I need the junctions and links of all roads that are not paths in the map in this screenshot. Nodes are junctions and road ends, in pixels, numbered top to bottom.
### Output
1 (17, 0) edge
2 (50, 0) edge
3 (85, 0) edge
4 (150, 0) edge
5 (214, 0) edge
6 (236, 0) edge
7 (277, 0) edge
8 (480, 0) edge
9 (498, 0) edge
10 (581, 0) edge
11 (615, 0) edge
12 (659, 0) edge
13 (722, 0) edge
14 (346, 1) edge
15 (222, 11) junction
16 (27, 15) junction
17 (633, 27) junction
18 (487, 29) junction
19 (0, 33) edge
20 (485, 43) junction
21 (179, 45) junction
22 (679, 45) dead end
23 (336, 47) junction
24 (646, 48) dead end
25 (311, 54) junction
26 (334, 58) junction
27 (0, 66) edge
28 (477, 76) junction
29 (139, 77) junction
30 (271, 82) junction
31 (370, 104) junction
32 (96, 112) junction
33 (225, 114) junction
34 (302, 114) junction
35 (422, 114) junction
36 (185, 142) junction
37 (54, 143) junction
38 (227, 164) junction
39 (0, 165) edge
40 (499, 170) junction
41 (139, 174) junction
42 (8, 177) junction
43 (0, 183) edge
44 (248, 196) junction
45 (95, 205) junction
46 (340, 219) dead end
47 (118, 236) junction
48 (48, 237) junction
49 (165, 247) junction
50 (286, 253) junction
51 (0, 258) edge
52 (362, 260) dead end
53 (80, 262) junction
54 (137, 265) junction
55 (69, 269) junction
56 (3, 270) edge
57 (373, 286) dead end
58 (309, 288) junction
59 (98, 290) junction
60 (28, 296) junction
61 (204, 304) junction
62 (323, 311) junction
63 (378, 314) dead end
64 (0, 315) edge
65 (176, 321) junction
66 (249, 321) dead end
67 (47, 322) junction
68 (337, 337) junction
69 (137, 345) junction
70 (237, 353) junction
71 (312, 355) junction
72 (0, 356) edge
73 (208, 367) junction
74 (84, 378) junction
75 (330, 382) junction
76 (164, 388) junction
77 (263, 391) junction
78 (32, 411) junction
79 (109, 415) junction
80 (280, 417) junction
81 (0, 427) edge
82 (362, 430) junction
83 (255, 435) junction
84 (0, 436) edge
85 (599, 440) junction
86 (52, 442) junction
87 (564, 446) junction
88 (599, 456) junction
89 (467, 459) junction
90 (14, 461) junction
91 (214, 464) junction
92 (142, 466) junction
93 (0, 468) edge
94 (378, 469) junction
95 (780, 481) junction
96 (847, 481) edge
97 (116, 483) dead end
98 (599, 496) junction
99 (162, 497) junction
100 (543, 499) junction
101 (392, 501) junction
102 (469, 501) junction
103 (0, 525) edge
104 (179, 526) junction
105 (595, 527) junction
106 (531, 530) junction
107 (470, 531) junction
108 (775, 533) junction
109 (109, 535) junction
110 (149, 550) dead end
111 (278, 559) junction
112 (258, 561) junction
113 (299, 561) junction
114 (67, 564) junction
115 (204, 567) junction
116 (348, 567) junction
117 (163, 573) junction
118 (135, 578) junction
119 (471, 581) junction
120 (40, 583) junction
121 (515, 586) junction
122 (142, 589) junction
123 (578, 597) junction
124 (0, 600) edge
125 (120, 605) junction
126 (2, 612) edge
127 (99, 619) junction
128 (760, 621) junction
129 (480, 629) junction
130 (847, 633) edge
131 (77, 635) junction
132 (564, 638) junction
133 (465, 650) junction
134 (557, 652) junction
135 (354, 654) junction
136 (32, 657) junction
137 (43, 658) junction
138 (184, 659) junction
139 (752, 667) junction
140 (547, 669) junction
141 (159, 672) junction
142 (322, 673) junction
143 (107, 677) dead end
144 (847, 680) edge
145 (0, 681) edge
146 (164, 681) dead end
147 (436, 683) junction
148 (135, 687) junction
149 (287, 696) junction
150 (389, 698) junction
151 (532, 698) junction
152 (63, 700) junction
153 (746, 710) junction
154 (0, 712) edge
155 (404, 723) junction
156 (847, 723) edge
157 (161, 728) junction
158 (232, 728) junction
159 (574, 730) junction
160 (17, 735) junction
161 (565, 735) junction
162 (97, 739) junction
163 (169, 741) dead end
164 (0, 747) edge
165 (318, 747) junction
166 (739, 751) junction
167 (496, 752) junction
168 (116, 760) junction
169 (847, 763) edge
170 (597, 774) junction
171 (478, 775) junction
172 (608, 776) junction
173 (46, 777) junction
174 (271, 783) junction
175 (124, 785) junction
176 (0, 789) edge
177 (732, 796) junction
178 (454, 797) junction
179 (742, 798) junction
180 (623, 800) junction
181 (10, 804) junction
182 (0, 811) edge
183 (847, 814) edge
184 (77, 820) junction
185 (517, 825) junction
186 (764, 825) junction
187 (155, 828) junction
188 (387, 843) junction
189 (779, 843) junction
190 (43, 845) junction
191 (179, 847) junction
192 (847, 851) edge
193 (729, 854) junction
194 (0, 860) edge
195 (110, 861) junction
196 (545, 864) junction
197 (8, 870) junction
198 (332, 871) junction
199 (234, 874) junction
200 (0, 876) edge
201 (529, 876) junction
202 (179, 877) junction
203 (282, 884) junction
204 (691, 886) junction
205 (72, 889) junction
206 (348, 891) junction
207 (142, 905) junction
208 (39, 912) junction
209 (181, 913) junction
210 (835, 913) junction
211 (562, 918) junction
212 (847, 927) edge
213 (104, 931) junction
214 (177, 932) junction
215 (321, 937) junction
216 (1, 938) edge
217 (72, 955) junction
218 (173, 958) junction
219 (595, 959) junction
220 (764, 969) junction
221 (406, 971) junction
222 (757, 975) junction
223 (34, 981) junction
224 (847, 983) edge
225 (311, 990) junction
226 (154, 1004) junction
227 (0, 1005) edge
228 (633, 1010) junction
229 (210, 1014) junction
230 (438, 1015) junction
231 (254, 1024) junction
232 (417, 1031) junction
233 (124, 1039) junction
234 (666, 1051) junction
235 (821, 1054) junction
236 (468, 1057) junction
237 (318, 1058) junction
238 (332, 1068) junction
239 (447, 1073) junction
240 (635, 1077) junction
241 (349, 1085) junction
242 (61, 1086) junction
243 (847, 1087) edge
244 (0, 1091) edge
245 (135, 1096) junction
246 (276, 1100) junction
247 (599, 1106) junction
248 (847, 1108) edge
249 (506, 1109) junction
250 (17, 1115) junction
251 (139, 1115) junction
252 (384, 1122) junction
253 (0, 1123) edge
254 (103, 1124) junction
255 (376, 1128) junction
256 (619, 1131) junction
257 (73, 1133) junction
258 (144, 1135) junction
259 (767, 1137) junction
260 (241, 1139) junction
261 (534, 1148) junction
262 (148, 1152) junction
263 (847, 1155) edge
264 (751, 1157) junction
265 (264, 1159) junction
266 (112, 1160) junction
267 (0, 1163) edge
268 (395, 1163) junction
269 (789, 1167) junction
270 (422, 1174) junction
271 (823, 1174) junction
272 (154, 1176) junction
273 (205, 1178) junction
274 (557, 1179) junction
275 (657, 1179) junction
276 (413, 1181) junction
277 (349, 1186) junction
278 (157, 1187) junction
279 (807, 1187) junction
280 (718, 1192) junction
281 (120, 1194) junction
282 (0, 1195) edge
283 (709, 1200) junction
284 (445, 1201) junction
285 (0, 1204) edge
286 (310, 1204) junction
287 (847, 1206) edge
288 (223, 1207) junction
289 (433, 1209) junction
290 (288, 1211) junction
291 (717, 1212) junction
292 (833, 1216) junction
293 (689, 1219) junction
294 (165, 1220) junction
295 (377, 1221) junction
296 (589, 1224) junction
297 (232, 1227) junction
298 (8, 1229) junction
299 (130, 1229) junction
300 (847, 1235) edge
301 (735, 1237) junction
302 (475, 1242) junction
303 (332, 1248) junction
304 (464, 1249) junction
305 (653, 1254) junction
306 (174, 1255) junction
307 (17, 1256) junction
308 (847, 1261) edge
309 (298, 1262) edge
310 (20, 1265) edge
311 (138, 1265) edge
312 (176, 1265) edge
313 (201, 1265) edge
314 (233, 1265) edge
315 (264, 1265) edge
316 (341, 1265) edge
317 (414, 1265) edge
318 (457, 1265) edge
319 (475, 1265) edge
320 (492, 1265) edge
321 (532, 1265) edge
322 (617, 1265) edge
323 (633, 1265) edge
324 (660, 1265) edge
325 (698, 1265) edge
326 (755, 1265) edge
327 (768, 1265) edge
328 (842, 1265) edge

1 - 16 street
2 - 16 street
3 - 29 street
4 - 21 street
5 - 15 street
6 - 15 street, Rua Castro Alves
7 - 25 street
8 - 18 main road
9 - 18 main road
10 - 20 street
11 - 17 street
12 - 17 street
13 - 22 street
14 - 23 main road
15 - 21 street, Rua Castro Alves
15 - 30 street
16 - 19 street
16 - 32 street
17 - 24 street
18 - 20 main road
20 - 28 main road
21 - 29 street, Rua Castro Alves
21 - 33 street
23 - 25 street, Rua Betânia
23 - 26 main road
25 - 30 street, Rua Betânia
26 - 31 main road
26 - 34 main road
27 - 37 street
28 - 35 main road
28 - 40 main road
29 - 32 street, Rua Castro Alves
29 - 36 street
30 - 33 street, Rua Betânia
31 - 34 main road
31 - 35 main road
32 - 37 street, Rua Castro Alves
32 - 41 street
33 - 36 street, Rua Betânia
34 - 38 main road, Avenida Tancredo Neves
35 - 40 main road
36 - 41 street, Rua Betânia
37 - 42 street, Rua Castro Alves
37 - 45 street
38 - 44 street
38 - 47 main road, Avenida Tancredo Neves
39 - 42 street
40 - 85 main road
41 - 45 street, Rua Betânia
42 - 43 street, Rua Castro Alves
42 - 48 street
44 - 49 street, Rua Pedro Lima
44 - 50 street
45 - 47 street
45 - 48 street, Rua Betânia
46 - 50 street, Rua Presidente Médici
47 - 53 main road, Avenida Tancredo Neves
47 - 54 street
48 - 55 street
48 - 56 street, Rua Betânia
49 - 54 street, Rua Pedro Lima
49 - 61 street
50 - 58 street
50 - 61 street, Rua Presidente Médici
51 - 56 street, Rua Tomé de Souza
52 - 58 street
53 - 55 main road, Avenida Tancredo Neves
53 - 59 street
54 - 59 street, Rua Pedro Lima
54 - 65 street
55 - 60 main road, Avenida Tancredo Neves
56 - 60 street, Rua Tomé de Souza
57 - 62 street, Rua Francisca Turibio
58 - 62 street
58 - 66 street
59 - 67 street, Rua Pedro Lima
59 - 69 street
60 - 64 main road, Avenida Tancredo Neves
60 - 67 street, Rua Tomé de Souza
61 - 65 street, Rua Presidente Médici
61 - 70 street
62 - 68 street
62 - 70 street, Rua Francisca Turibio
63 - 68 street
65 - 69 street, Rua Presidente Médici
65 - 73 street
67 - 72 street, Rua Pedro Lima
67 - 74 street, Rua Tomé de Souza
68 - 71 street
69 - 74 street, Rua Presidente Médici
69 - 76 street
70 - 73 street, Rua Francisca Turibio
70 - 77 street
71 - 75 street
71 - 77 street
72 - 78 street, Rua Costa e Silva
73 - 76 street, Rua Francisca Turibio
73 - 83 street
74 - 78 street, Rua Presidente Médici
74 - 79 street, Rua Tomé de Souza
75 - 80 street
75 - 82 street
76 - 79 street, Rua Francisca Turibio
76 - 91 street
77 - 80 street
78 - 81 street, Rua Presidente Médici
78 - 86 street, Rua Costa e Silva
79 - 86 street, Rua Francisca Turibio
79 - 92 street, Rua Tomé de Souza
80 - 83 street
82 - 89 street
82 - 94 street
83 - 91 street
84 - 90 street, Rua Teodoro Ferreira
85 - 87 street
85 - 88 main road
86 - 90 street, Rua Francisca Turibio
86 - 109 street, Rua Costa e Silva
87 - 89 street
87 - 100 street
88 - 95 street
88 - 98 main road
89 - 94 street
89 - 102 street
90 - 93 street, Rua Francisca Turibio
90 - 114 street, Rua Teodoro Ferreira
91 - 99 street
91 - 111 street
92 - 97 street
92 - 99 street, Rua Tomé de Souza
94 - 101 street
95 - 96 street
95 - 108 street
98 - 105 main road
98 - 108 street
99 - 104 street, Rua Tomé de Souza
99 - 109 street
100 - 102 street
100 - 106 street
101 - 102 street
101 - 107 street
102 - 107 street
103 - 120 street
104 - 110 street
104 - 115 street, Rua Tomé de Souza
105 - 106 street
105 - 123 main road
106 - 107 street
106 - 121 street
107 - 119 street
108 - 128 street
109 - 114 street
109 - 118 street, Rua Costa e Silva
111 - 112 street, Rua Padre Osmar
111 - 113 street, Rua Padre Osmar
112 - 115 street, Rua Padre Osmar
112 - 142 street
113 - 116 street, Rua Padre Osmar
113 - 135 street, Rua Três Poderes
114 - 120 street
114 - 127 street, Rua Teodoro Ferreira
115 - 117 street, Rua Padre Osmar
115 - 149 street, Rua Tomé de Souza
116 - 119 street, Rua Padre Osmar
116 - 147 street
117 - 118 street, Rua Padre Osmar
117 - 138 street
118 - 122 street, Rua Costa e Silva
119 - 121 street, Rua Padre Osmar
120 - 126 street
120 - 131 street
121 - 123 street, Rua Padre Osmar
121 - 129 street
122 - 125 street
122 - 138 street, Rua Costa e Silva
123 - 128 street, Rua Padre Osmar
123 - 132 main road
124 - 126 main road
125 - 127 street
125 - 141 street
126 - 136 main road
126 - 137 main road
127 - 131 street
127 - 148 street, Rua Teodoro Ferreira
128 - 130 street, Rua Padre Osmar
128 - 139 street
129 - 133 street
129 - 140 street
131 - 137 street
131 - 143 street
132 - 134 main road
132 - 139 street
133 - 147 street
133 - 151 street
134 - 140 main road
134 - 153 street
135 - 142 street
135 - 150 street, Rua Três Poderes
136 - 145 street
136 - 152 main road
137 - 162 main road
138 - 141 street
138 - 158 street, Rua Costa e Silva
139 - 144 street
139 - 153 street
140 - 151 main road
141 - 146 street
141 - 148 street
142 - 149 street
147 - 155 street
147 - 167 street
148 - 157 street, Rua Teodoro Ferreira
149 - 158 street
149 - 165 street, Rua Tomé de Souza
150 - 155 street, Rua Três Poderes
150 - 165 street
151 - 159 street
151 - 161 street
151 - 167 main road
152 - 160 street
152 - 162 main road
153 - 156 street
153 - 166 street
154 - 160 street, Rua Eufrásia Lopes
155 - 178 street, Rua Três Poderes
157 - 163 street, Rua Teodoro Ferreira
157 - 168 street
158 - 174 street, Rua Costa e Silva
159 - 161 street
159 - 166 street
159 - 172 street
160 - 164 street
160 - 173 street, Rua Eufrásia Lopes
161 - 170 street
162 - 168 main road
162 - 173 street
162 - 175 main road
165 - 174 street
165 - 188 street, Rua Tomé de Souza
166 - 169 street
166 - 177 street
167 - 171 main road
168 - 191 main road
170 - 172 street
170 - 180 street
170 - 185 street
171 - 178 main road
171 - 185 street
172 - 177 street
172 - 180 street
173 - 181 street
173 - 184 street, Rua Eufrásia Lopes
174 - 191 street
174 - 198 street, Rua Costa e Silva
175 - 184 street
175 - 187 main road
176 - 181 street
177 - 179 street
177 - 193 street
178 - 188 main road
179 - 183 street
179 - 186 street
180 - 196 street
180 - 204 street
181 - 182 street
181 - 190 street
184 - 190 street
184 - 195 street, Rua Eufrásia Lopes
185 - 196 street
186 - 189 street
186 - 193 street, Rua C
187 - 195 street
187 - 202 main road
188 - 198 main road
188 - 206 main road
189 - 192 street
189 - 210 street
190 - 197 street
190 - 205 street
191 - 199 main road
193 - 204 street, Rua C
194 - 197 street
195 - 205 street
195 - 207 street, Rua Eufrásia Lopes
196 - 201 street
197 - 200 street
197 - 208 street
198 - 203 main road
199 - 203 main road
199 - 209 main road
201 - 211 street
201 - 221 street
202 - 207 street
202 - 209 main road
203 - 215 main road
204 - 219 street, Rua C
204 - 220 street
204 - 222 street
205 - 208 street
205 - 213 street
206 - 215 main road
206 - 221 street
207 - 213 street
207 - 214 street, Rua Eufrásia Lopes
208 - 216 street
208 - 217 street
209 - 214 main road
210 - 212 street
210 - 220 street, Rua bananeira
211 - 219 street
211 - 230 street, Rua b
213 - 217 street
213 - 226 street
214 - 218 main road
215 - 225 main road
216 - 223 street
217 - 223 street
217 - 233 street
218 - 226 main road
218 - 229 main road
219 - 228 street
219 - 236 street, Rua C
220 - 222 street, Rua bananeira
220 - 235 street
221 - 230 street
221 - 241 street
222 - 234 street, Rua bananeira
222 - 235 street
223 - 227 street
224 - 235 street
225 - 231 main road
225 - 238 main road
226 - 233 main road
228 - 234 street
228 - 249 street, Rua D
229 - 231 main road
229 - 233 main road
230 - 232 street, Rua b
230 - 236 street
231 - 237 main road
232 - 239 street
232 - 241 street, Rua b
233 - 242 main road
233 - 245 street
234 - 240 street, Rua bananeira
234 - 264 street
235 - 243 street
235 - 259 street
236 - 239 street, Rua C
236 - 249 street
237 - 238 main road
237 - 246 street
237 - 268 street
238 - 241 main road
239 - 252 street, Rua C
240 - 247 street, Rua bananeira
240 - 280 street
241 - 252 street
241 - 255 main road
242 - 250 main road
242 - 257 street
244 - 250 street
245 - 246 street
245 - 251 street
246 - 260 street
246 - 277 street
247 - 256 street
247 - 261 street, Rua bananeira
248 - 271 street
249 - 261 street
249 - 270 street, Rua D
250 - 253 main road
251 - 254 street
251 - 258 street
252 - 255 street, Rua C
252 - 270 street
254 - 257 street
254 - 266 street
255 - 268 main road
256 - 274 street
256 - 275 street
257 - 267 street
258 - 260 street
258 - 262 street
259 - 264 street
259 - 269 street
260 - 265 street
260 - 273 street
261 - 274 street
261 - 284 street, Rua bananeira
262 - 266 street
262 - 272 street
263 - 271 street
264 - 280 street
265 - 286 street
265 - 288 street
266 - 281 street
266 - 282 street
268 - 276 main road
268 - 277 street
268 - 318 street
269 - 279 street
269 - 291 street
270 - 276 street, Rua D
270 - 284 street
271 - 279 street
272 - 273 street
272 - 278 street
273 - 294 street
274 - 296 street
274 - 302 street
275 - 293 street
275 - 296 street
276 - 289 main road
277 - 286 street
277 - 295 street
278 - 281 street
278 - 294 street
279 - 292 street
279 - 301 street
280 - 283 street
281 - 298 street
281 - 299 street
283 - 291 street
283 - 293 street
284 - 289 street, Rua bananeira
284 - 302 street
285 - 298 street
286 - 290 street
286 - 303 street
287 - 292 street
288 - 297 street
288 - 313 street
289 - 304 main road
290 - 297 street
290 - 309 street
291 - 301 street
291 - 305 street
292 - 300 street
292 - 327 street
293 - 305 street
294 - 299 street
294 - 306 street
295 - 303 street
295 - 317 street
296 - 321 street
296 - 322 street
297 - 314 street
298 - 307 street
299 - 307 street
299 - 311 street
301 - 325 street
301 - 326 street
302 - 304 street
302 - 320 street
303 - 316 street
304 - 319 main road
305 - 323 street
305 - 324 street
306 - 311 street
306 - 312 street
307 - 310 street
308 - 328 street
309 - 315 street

[What is required] Copy every line from the records above that contains the word "Silva".

[Solution for this task]
72 - 78 street, Rua Costa e Silva
78 - 86 street, Rua Costa e Silva
86 - 109 street, Rua Costa e Silva
109 - 118 street, Rua Costa e Silva
118 - 122 street, Rua Costa e Silva
122 - 138 street, Rua Costa e Silva
138 - 158 street, Rua Costa e Silva
158 - 174 street, Rua Costa e Silva
174 - 198 street, Rua Costa e Silva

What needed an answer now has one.